- _HOW TO COMPLETE THIS TASK_:
Copy each line of the records exactly, stopping only after the line that contains "Task: Read the" has been written, and leave pictures out.

- _LISTED RECORDS_:
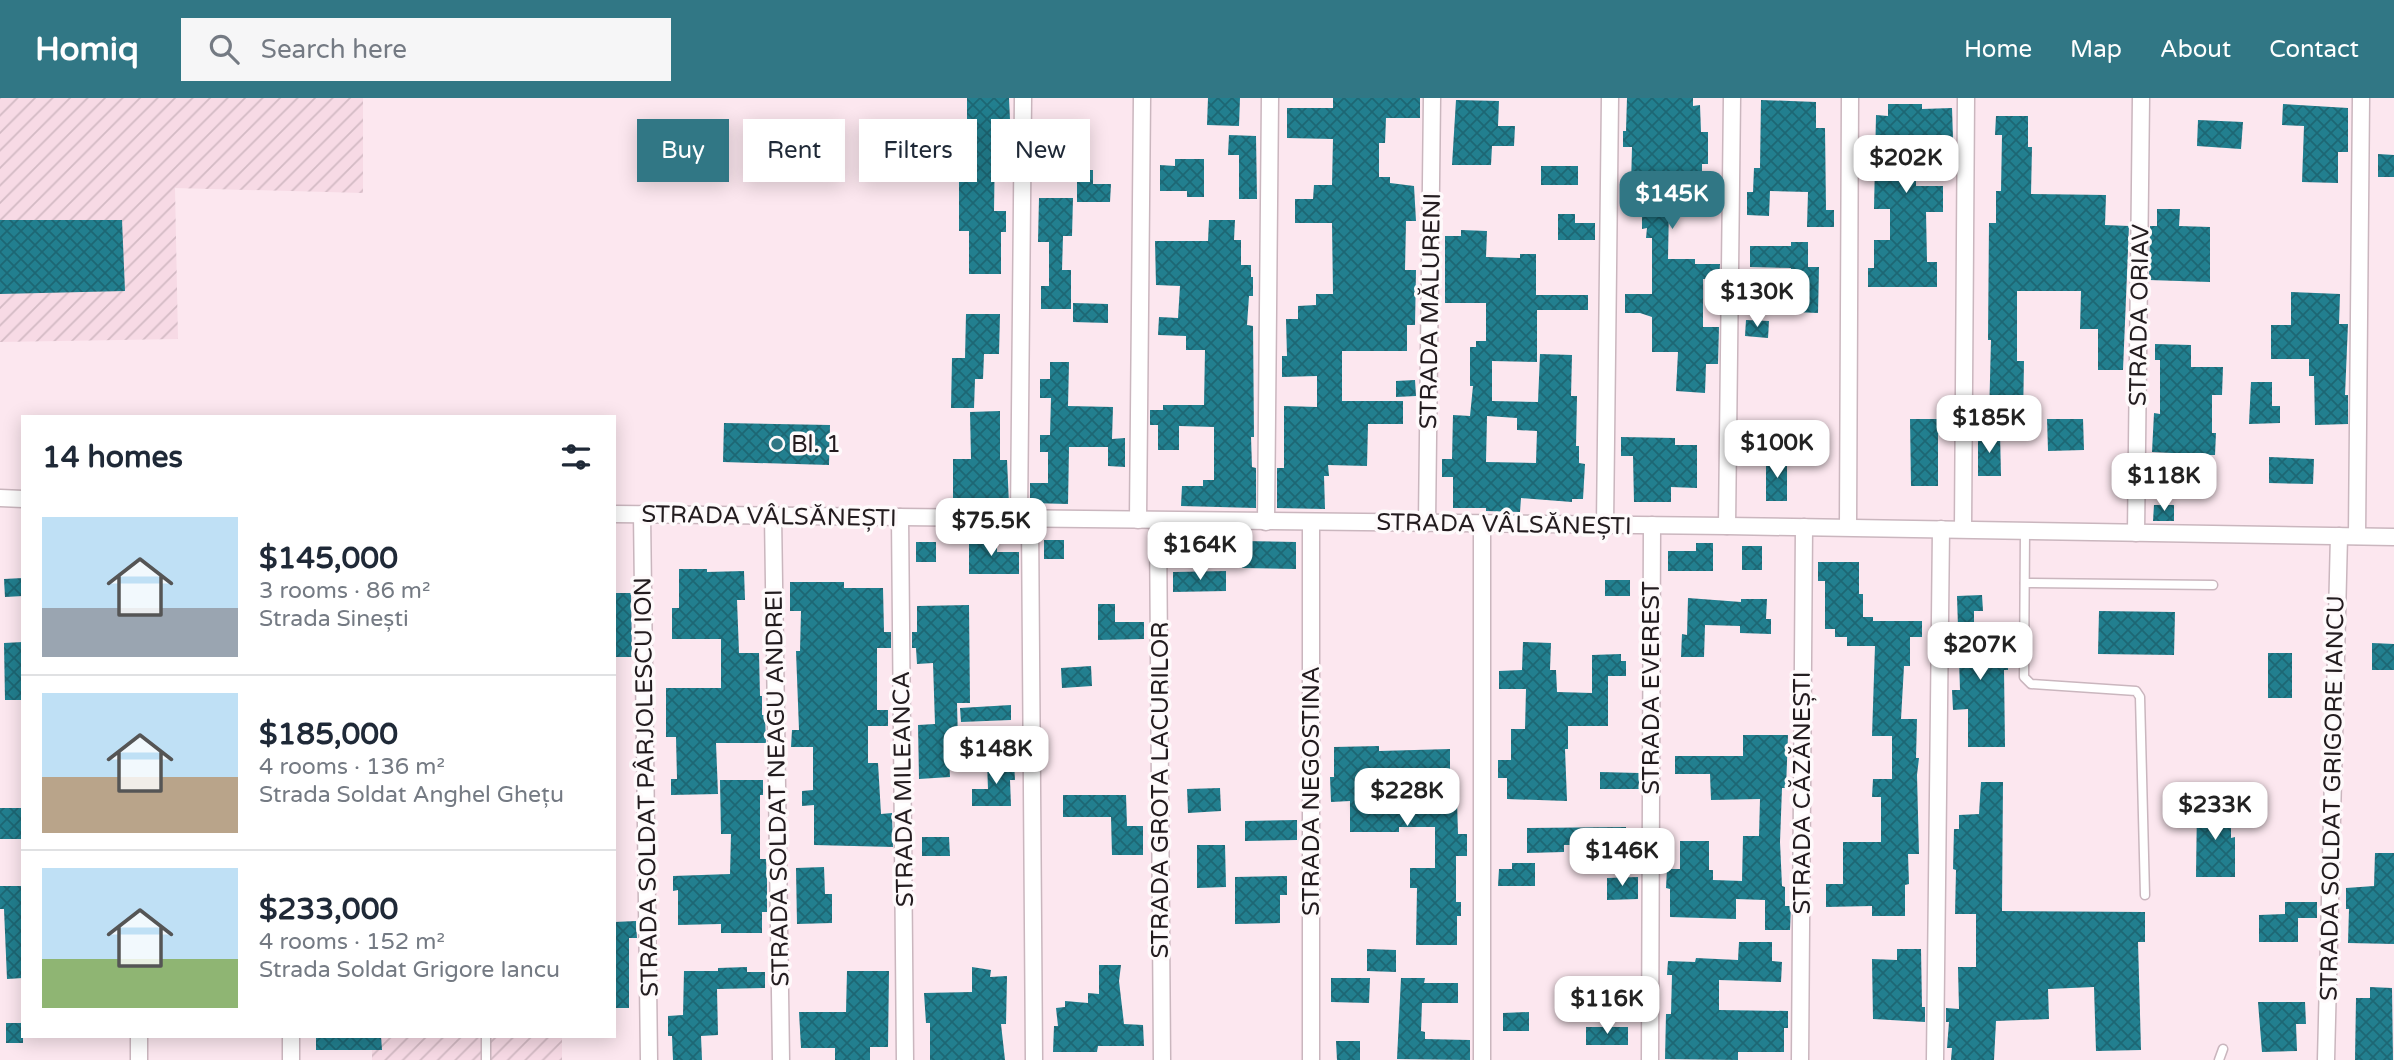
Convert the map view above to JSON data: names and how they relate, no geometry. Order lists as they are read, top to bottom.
{
  "streets": {
    "street": [
      "STRADA MĂLURENI",
      "STRADA ORIAV",
      "STRADA VÂLSĂNEȘTI",
      "STRADA EVEREST",
      "STRADA SOLDAT PÂRJOLESCU ION",
      "STRADA SOLDAT NEAGU ANDREI",
      "STRADA MILEANCA",
      "STRADA GROTA LACURILOR",
      "STRADA NEGOSTINA",
      "STRADA CĂZĂNEȘTI",
      "STRADA SOLDAT GRIGORE IANCU"
    ]
  },
  "crossings": [
    ["STRADA MĂLURENI", "STRADA VÂLSĂNEȘTI"],
    ["STRADA ORIAV", "STRADA VÂLSĂNEȘTI"],
    ["STRADA VÂLSĂNEȘTI", "STRADA EVEREST"],
    ["STRADA VÂLSĂNEȘTI", "STRADA SOLDAT PÂRJOLESCU ION"],
    ["STRADA VÂLSĂNEȘTI", "STRADA SOLDAT NEAGU ANDREI"],
    ["STRADA VÂLSĂNEȘTI", "STRADA MILEANCA"],
    ["STRADA VÂLSĂNEȘTI", "STRADA GROTA LACURILOR"],
    ["STRADA VÂLSĂNEȘTI", "STRADA NEGOSTINA"],
    ["STRADA VÂLSĂNEȘTI", "STRADA CĂZĂNEȘTI"],
    ["STRADA VÂLSĂNEȘTI", "STRADA SOLDAT GRIGORE IANCU"]
  ],
  "places": ["Bl. 1"],
  "page": {
    "header": "Homiq",
    "search": "Search here",
    "nav": [
      "Home",
      "Map",
      "About",
      "Contact"
    ],
    "chip": [
      "Buy",
      "Rent",
      "Filters",
      "New"
    ],
    "price": [
      "$202K",
      "$145K",
      "$130K",
      "$185K",
      "$100K",
      "$118K",
      "$75.5K",
      "$164K",
      "$207K",
      "$148K",
      "$228K",
      "$233K",
      "$146K",
      "$116K"
    ],
    "heading": "14 homes",
    "list": [
      {
        "name": "$145,000",
        "note": "3 rooms · 86 m² · Strada Sinești"
      },
      {
        "name": "$185,000",
        "note": "4 rooms · 136 m² · Strada Soldat Anghel Ghețu"
      },
      {
        "name": "$233,000",
        "note": "4 rooms · 152 m² · Strada Soldat Grigore Iancu"
      }
    ]
  }
}
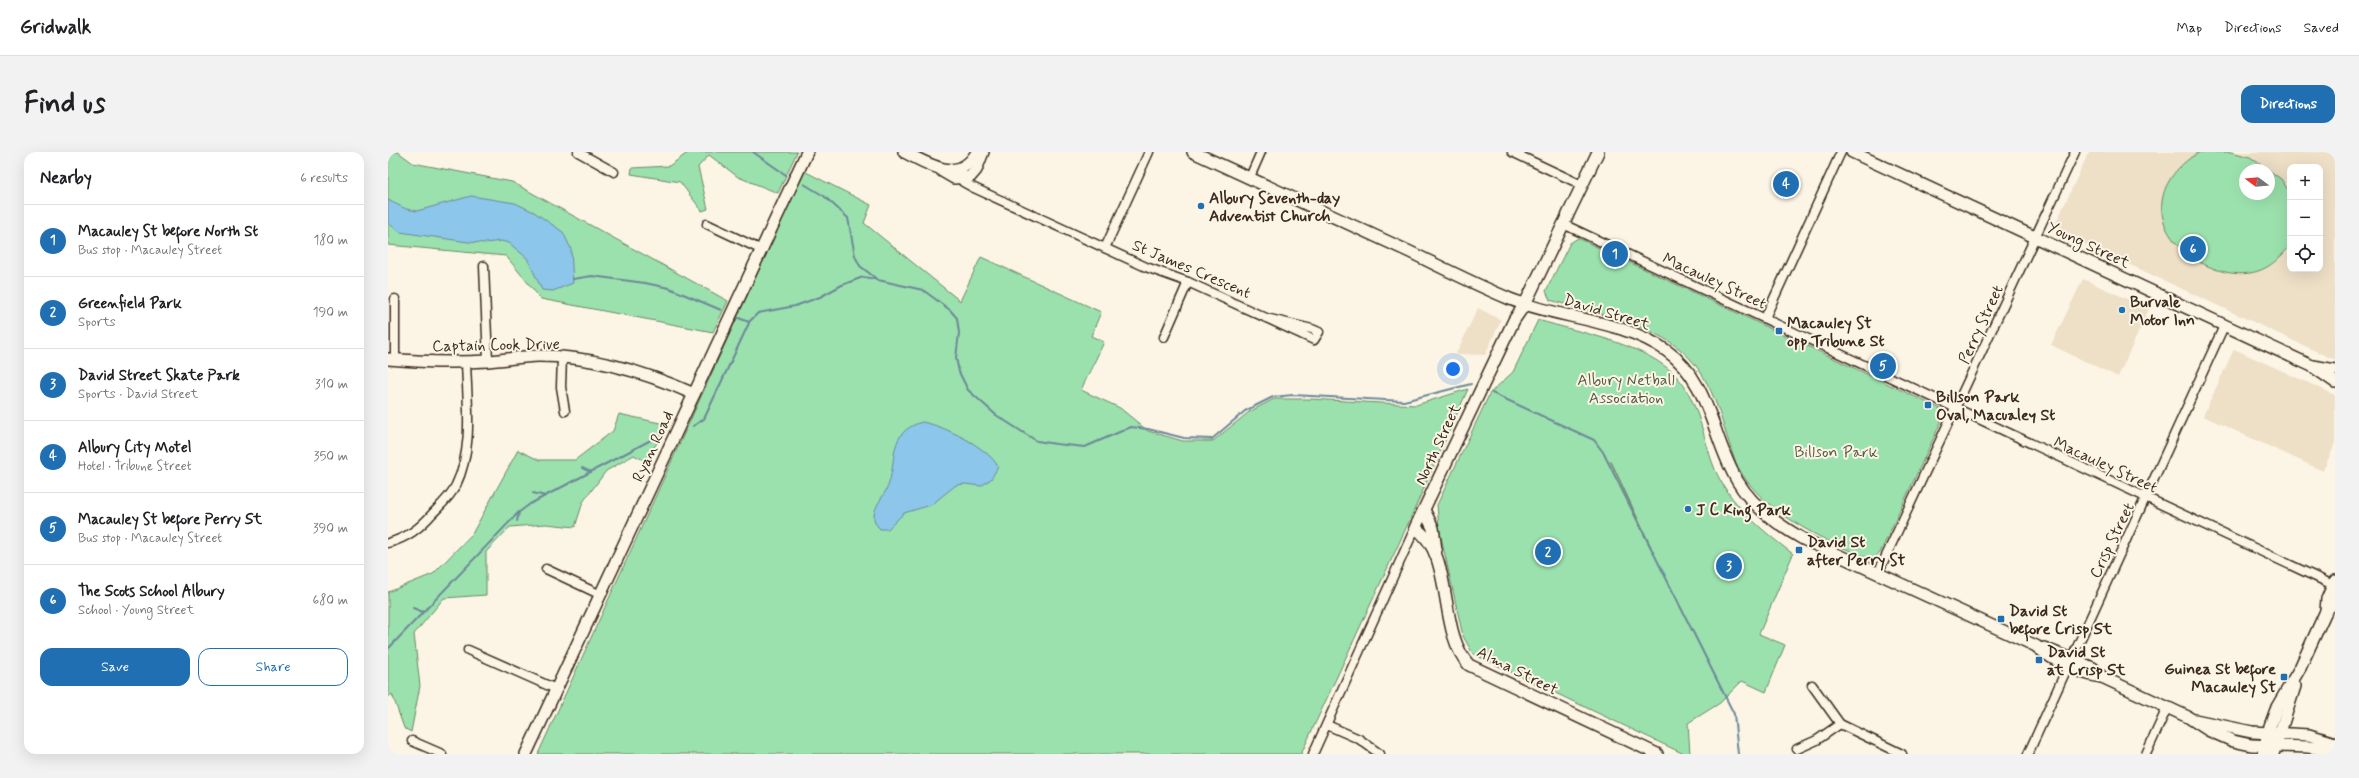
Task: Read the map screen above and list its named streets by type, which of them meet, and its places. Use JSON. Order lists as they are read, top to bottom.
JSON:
{
  "streets": {
    "street": [
      "Young Street",
      "St James Crescent",
      "Macauley Street",
      "David Street",
      "Perry Street",
      "Captain Cook Drive",
      "North Street",
      "Ryan Road",
      "Crisp Street",
      "Alma Street"
    ]
  },
  "crossings": [
    ["Young Street", "Perry Street"],
    ["Young Street", "Crisp Street"],
    ["Macauley Street", "Perry Street"],
    ["Macauley Street", "North Street"],
    ["Macauley Street", "Crisp Street"],
    ["David Street", "Perry Street"],
    ["David Street", "North Street"],
    ["David Street", "Crisp Street"],
    ["Captain Cook Drive", "Ryan Road"],
    ["North Street", "Alma Street"]
  ],
  "parks": ["Albury Netball Association", "Billson Park"],
  "places": {
    "other": ["Albury Seventh-day Adventist Church", "Burvale Motor Inn", "J C King Park"],
    "transit": [
      "Macauley St opp Tribune St",
      "Billson Park Oval, Macualey St",
      "David St after Perry St",
      "David St before Crisp St",
      "David St at Crisp St",
      "Guinea St before Macauley St"
    ]
  },
  "north": "left",
  "page": {
    "header": "Gridwalk",
    "nav": ["Map", "Directions", "Saved"],
    "buttons": [
      "Directions",
      ["Save", "Share"]
    ],
    "title": "Find us",
    "heading": ["Nearby", "6 results"],
    "map_buttons": ["+", "−"],
    "pins": [
      "4",
      "6",
      "1",
      "5",
      "2",
      "3"
    ],
    "list": [
      {
        "mark": "1",
        "name": "Macauley St before North St",
        "note": "Bus stop · Macauley Street",
        "value": "180 m"
      },
      {
        "mark": "2",
        "name": "Greenfield Park",
        "note": "Sports",
        "value": "190 m"
      },
      {
        "mark": "3",
        "name": "David Street Skate Park",
        "note": "Sports · David Street",
        "value": "310 m"
      },
      {
        "mark": "4",
        "name": "Albury City Motel",
        "note": "Hotel · Tribune Street",
        "value": "350 m"
      },
      {
        "mark": "5",
        "name": "Macauley St before Perry St",
        "note": "Bus stop · Macauley Street",
        "value": "390 m"
      },
      {
        "mark": "6",
        "name": "The Scots School Albury",
        "note": "School · Young Street",
        "value": "680 m"
      }
    ]
  }
}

- _RESPONSE_:
Convert the map view above to JSON data: names and how they relate, no geometry. Order lists as they are read, top to bottom.
{
  "streets": {
    "street": [
      "STRADA MĂLURENI",
      "STRADA ORIAV",
      "STRADA VÂLSĂNEȘTI",
      "STRADA EVEREST",
      "STRADA SOLDAT PÂRJOLESCU ION",
      "STRADA SOLDAT NEAGU ANDREI",
      "STRADA MILEANCA",
      "STRADA GROTA LACURILOR",
      "STRADA NEGOSTINA",
      "STRADA CĂZĂNEȘTI",
      "STRADA SOLDAT GRIGORE IANCU"
    ]
  },
  "crossings": [
    ["STRADA MĂLURENI", "STRADA VÂLSĂNEȘTI"],
    ["STRADA ORIAV", "STRADA VÂLSĂNEȘTI"],
    ["STRADA VÂLSĂNEȘTI", "STRADA EVEREST"],
    ["STRADA VÂLSĂNEȘTI", "STRADA SOLDAT PÂRJOLESCU ION"],
    ["STRADA VÂLSĂNEȘTI", "STRADA SOLDAT NEAGU ANDREI"],
    ["STRADA VÂLSĂNEȘTI", "STRADA MILEANCA"],
    ["STRADA VÂLSĂNEȘTI", "STRADA GROTA LACURILOR"],
    ["STRADA VÂLSĂNEȘTI", "STRADA NEGOSTINA"],
    ["STRADA VÂLSĂNEȘTI", "STRADA CĂZĂNEȘTI"],
    ["STRADA VÂLSĂNEȘTI", "STRADA SOLDAT GRIGORE IANCU"]
  ],
  "places": ["Bl. 1"],
  "page": {
    "header": "Homiq",
    "search": "Search here",
    "nav": [
      "Home",
      "Map",
      "About",
      "Contact"
    ],
    "chip": [
      "Buy",
      "Rent",
      "Filters",
      "New"
    ],
    "price": [
      "$202K",
      "$145K",
      "$130K",
      "$185K",
      "$100K",
      "$118K",
      "$75.5K",
      "$164K",
      "$207K",
      "$148K",
      "$228K",
      "$233K",
      "$146K",
      "$116K"
    ],
    "heading": "14 homes",
    "list": [
      {
        "name": "$145,000",
        "note": "3 rooms · 86 m² · Strada Sinești"
      },
      {
        "name": "$185,000",
        "note": "4 rooms · 136 m² · Strada Soldat Anghel Ghețu"
      },
      {
        "name": "$233,000",
        "note": "4 rooms · 152 m² · Strada Soldat Grigore Iancu"
      }
    ]
  }
}
Task: Read the map screen above and list its named streets by type, which of them meet, and its places. Use JSON. Order lists as they are read, top to bottom.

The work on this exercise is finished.